Go over the lines below, and when one contains the word "dead", copy it.

===

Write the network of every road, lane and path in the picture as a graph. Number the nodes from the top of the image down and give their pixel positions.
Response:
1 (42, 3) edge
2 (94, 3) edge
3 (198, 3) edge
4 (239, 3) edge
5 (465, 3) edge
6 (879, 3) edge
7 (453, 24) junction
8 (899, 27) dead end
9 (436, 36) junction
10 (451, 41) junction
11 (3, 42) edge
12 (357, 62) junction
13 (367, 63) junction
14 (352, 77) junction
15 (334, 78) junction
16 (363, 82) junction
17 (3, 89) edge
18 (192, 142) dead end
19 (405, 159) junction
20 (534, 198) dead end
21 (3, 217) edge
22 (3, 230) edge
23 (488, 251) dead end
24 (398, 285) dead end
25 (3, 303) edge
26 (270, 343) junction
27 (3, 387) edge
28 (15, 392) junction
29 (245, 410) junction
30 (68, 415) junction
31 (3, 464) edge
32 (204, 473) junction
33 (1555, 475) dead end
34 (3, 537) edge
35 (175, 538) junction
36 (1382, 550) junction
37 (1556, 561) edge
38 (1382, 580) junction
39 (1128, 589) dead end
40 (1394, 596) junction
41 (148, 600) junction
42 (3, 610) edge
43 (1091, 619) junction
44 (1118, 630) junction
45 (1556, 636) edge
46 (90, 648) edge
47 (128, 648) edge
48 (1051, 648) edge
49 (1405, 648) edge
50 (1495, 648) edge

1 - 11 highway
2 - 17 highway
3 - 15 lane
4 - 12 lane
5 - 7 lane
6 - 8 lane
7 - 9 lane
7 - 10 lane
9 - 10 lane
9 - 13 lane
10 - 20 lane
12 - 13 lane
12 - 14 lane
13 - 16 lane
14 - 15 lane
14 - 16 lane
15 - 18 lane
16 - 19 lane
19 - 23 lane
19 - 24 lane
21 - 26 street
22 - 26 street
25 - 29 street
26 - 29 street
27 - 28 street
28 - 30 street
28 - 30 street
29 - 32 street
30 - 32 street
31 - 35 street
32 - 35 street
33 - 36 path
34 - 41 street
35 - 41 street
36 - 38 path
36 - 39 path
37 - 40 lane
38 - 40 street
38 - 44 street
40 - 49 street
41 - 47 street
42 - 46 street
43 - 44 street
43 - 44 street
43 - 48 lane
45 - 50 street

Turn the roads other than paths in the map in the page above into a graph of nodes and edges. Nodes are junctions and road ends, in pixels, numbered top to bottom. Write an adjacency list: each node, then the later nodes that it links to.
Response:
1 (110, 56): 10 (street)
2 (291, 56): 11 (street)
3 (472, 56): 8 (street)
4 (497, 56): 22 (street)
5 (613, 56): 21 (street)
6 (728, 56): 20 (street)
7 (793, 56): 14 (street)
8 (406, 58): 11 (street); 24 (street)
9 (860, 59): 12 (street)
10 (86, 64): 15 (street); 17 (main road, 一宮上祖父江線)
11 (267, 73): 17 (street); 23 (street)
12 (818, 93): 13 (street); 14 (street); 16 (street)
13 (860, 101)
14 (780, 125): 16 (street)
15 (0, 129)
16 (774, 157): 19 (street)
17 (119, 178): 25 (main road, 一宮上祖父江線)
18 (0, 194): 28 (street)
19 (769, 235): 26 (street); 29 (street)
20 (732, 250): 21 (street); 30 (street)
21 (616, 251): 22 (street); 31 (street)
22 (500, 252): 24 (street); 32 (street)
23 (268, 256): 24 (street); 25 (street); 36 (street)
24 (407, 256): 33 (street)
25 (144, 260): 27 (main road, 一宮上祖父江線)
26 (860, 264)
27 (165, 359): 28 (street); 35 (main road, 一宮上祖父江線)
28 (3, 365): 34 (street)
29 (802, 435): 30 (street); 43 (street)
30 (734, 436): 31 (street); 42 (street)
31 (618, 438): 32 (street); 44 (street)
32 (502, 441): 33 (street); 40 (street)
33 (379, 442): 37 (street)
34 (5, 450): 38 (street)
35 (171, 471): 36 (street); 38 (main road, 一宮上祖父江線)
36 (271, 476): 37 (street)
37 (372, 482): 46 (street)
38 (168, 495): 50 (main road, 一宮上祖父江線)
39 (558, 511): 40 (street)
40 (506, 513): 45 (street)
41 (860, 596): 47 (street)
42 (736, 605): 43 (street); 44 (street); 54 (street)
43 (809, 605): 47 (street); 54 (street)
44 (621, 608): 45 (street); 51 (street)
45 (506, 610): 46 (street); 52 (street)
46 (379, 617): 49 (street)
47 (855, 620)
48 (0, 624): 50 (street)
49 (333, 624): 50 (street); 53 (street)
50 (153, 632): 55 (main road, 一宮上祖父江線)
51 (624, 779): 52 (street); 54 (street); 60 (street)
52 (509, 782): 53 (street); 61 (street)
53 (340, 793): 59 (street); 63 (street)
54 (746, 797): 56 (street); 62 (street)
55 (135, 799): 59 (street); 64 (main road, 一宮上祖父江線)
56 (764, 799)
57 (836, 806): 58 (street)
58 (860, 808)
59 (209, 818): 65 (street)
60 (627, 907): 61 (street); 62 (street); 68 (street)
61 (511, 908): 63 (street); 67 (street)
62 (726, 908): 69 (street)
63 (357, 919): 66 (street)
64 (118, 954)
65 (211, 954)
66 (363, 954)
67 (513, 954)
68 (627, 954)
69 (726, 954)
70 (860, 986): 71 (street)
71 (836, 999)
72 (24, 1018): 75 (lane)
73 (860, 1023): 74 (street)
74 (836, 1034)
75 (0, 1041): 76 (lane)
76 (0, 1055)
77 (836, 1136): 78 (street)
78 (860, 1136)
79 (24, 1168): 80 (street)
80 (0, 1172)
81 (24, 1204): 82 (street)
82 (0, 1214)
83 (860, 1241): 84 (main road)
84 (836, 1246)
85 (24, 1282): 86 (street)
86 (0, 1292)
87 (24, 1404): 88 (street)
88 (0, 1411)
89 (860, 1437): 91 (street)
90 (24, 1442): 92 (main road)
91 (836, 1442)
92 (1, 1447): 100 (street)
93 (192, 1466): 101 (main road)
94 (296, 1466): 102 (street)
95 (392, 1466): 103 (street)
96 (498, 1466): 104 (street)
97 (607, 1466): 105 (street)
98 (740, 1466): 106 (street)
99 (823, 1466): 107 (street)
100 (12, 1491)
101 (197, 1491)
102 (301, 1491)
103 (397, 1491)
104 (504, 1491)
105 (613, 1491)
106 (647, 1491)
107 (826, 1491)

===

§ **WRITTEN SOLUTION**:
8 (899, 27) dead end
18 (192, 142) dead end
20 (534, 198) dead end
23 (488, 251) dead end
24 (398, 285) dead end
33 (1555, 475) dead end
39 (1128, 589) dead end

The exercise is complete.